▸ **What you need to do**:
From the entries below, gather every line containing the string "hand".

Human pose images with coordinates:
────
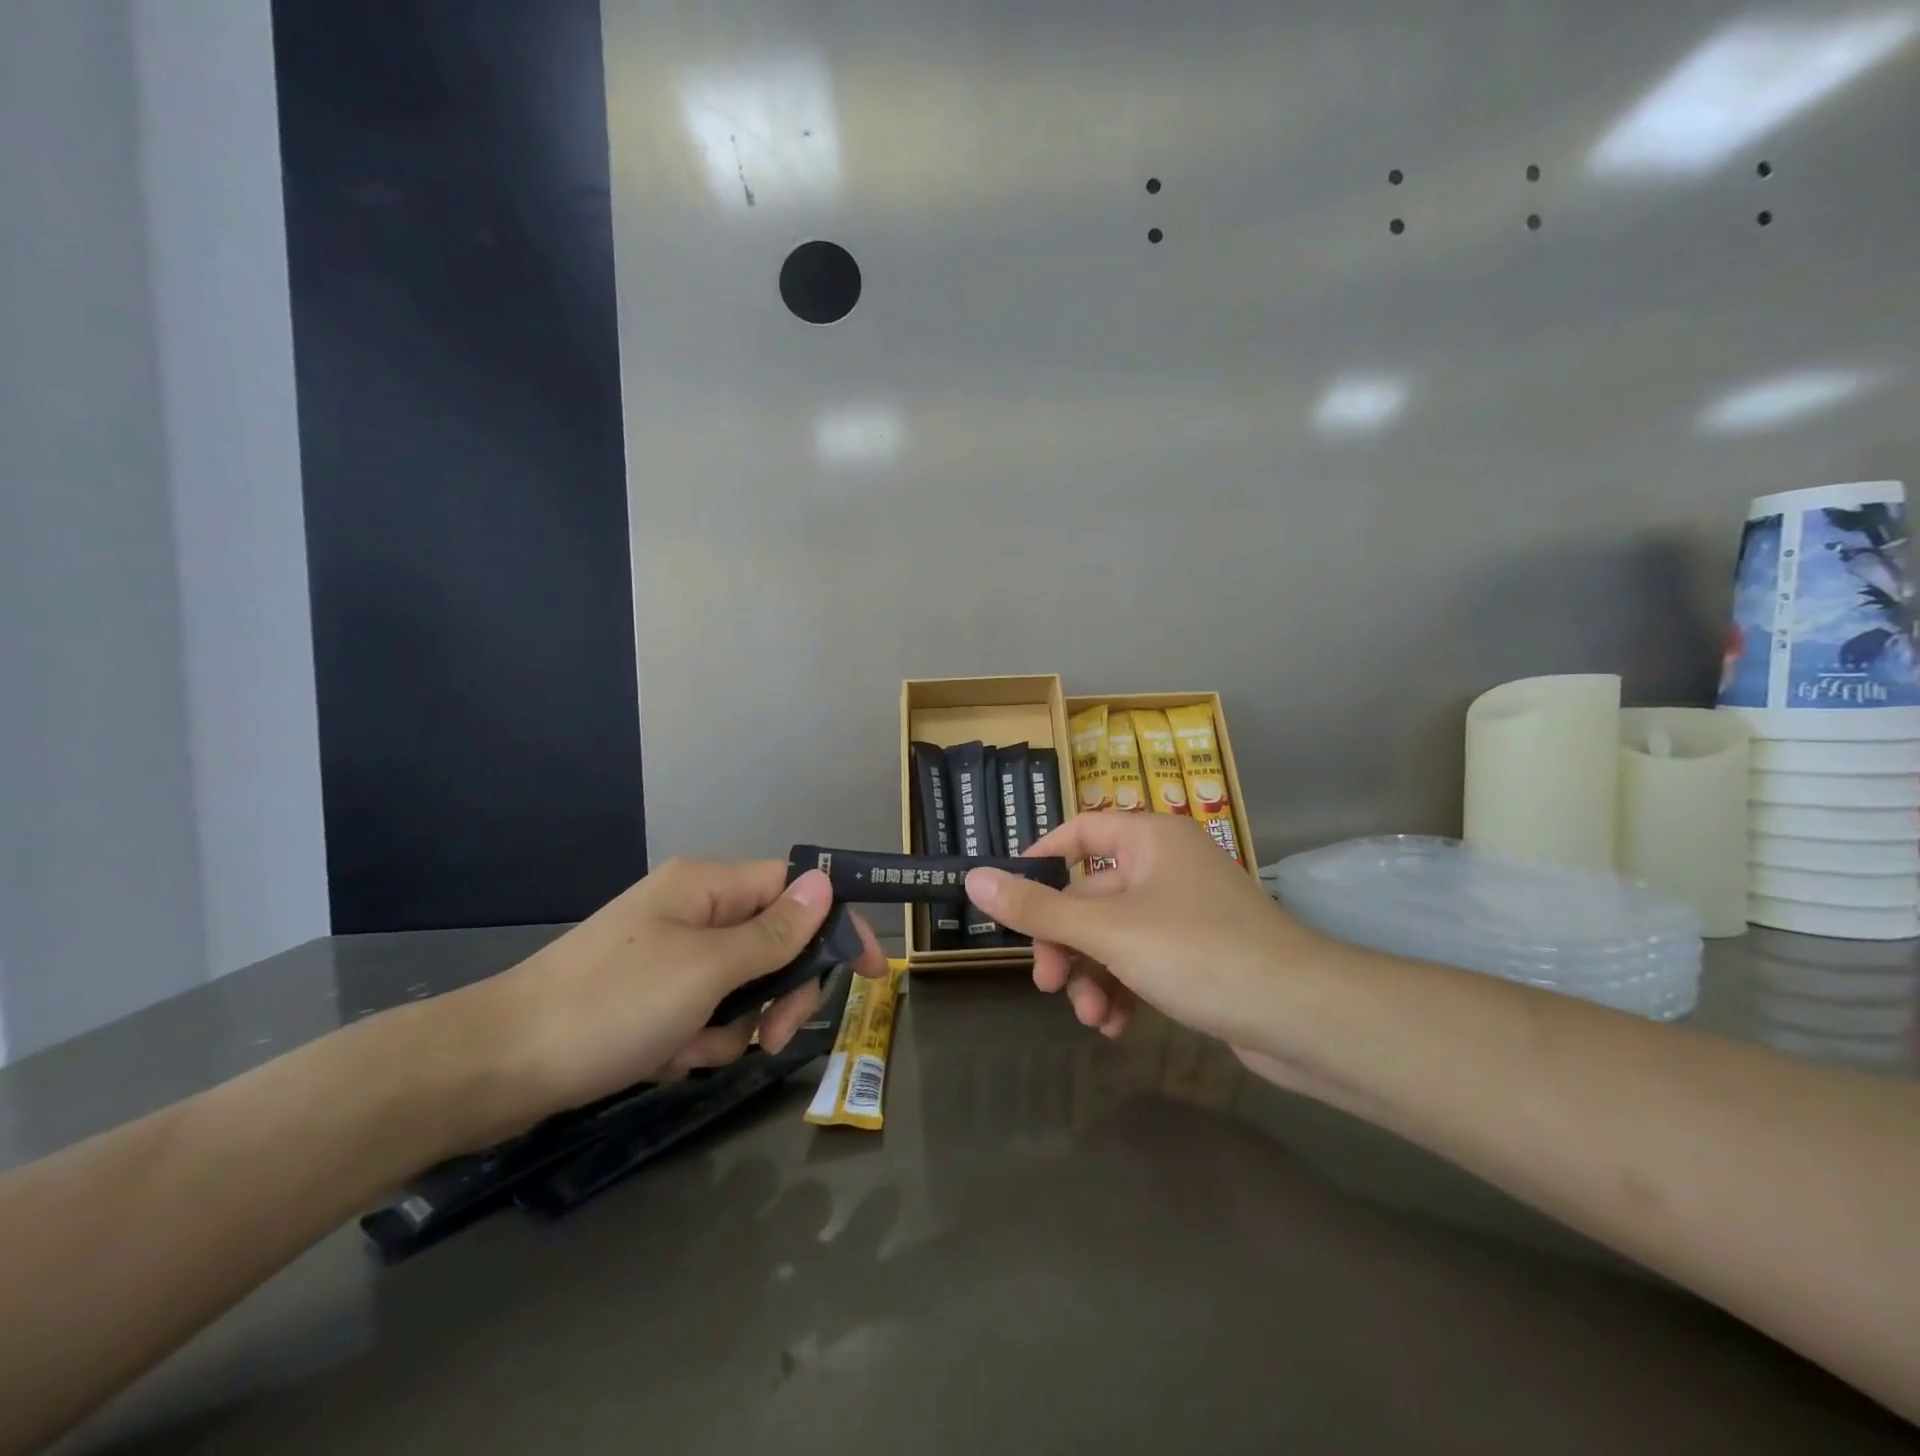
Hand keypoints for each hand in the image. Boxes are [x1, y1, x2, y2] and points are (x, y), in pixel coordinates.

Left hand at [472, 859, 885, 1135]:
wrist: (492, 1069)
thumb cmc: (609, 1007)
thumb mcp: (705, 970)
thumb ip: (773, 932)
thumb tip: (825, 883)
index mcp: (707, 886)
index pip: (797, 888)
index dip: (838, 923)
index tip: (873, 970)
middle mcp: (694, 911)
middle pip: (775, 942)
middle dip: (780, 992)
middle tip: (771, 1037)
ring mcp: (670, 955)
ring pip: (743, 986)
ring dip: (734, 1024)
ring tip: (693, 1051)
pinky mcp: (650, 997)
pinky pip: (705, 1013)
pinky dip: (698, 1041)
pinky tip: (665, 1060)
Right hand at [965, 814, 1327, 1058]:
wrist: (1302, 1016)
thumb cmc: (1198, 952)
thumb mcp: (1108, 930)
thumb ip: (1037, 908)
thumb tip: (972, 878)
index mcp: (1149, 839)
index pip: (1078, 833)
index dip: (1038, 862)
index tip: (1007, 900)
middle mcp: (1165, 866)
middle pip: (1090, 895)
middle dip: (1065, 943)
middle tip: (1046, 983)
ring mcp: (1183, 912)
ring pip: (1113, 936)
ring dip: (1092, 975)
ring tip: (1091, 1016)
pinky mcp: (1197, 954)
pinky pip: (1140, 962)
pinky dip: (1122, 989)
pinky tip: (1116, 1026)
────
▸ **Expected output**:
Hand keypoints for each hand in the image. Boxes are [x1, y1, x2, y2] and points are (x, y), in pixel coordinates.
Left hand at [472, 859, 885, 1135]:
Right hand at [965, 814, 1327, 1058]:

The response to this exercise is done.